Sorted by: Reset to default 6

Because your div has an id not class so you have to use # notation for ids:

$('.btn').click(function (e) {
   $("#popup").css({
        'position': 'absolute',
        'left': $(this).offset().left,
        'top': $(this).offset().top + $(this).height() + 5
   }).show("slow").delay(3000).hide("slow");
});

Demo

Not sure if your button is allready visible or not before you want to replace it. But this puts the div after the clicked button:

$("button").click(function(){
    $("#popup").insertAfter($(this));
});

http://jsfiddle/6FLLt/

If you want to show() it use

$("button").click(function(){
    $("#popup").show().insertAfter($(this));
});

http://jsfiddle/6FLLt/2/

UPDATE

If you want to place the message below the buttons visually you have to change to html and CSS like so:

HTML

<div class="relative">
    <button id="one" class="btn">One</button>
</div>
<div class="relative">
    <button id="two" class="btn">Two</button>
</div>
<div class="relative">
    <button id="three" class="btn">Three</button>
</div>
<div id="popup">Message!</div>

CSS

#popup{position:absolute; bottom:-20px; display:none;}
.relative{position:relative; float:left;}

http://jsfiddle/6FLLt/5/

try something like this

$('.btn').click(function(e) {
   $(this).after($('#popup'));
})

Note : User # for id and .(dot) for class

How can I show the div-element below the pushed button?

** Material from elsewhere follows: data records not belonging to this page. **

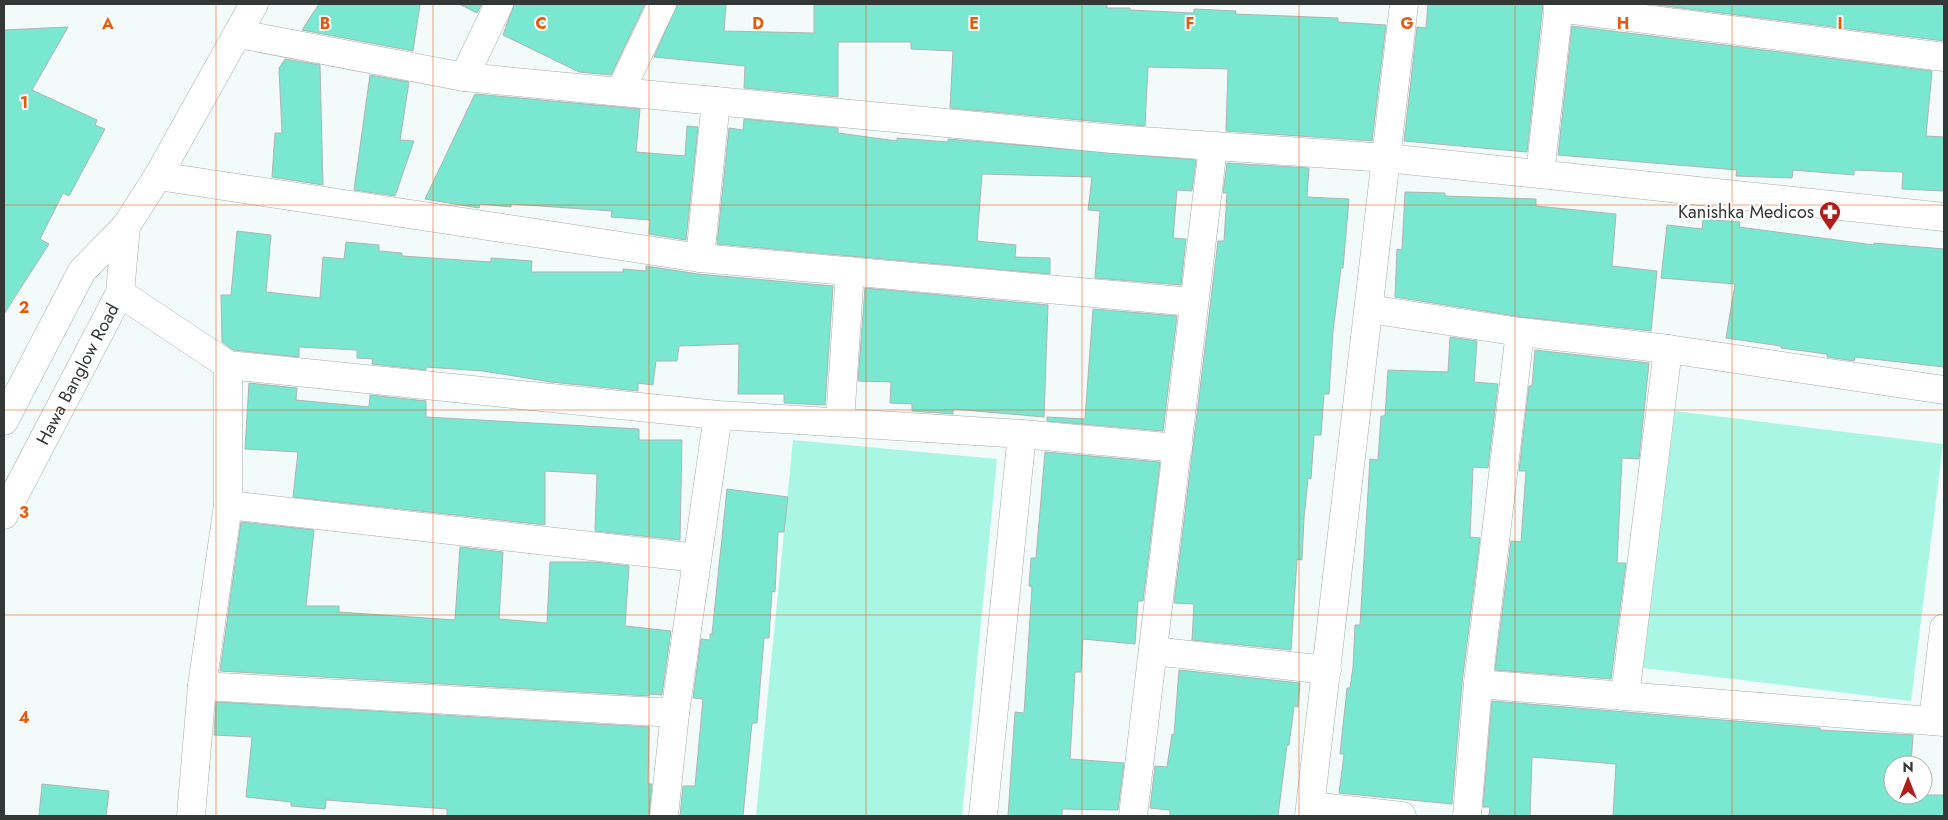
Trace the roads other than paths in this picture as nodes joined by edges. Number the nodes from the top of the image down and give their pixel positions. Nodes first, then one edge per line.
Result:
1 (254, 4) edge
2 (499, 4) edge
3 (662, 4) edge
4 (1404, 4) edge
5 (1559, 6) edge
6 (238, 34) junction
7 (1944, 57) edge
8 (464, 76) junction
9 (621, 90) junction
10 (716, 101) junction
11 (1213, 147) junction
12 (1387, 158) junction
13 (1540, 174) junction
14 (158, 176) junction
15 (1944, 217) edge
16 (126, 226) junction
17 (700, 258) junction
18 (850, 270) junction
19 (120, 293) junction
20 (1193, 302) junction
21 (1369, 309) junction
22 (1520, 332) junction
23 (1668, 350) junction
24 (228, 365) junction
25 (1944, 390) edge
26 (718, 414) junction
27 (4, 421) edge
28 (840, 422) junction
29 (1022, 434) junction
30 (1178, 448) junction
31 (228, 505) junction
32 (4, 515) edge
33 (697, 558) junction
34 (1944, 628) edge
35 (1153, 651) junction
36 (1326, 670) junction
37 (1478, 684) junction
38 (202, 686) junction
39 (1625, 696) junction
40 (675, 713) junction
41 (1939, 722) edge
42 (1310, 811) edge
43 (191, 816) edge
44 (664, 816) edge
45 (983, 816) edge
46 (1133, 816) edge
47 (1402, 816) edge
48 (1466, 816) edge

1 - 6 street, Hawa Banglow Road
2 - 8 street
3 - 9 street
4 - 12 street
5 - 7 street
5 - 13 street
6 - 8 street
6 - 14 street, Hawa Banglow Road
8 - 9 street
9 - 10 street
10 - 11 street
10 - 17 street
11 - 12 street
11 - 20 street
12 - 13 street
12 - 21 street
13 - 15 street
14 - 16 street, Hawa Banglow Road
14 - 17 street
16 - 19 street, Hawa Banglow Road
16 - 27 street, Hawa Banglow Road
17 - 18 street
18 - 20 street
18 - 28 street
19 - 24 street
19 - 32 street, Hawa Banglow Road
20 - 30 street
21 - 22 street
21 - 36 street
22 - 23 street
22 - 37 street
23 - 25 street
23 - 39 street
24 - 26 street
24 - 31 street
26 - 28 street
26 - 33 street
28 - 29 street
29 - 30 street
29 - 45 street
30 - 35 street
31 - 33 street
31 - 38 street
33 - 40 street
34 - 41 street
35 - 36 street
35 - 46 street
36 - 42 street
37 - 39 street
37 - 48 street
38 - 40 street
38 - 43 street
39 - 41 street
40 - 44 street
42 - 47 street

Set the margin of the div accordingly (to show the div directly below the pushed button):

$('.btn').click(function(e) {
    var $elem = $(e.target), 
        $div = $('#popup');
    $div.css('margin-left', $elem.offset().left + 'px');
    $("#popup").stop().show("slow").delay(500).hide("slow"); 
})

Demo: http://jsfiddle/abhitalks/5ef5L/

Note: You should .stop() before attempting the animation, because when you click another button, the earlier animation might still be underway, hence giving unexpected results.

Aside: You need to use the $('#...') selector, because popup is an id.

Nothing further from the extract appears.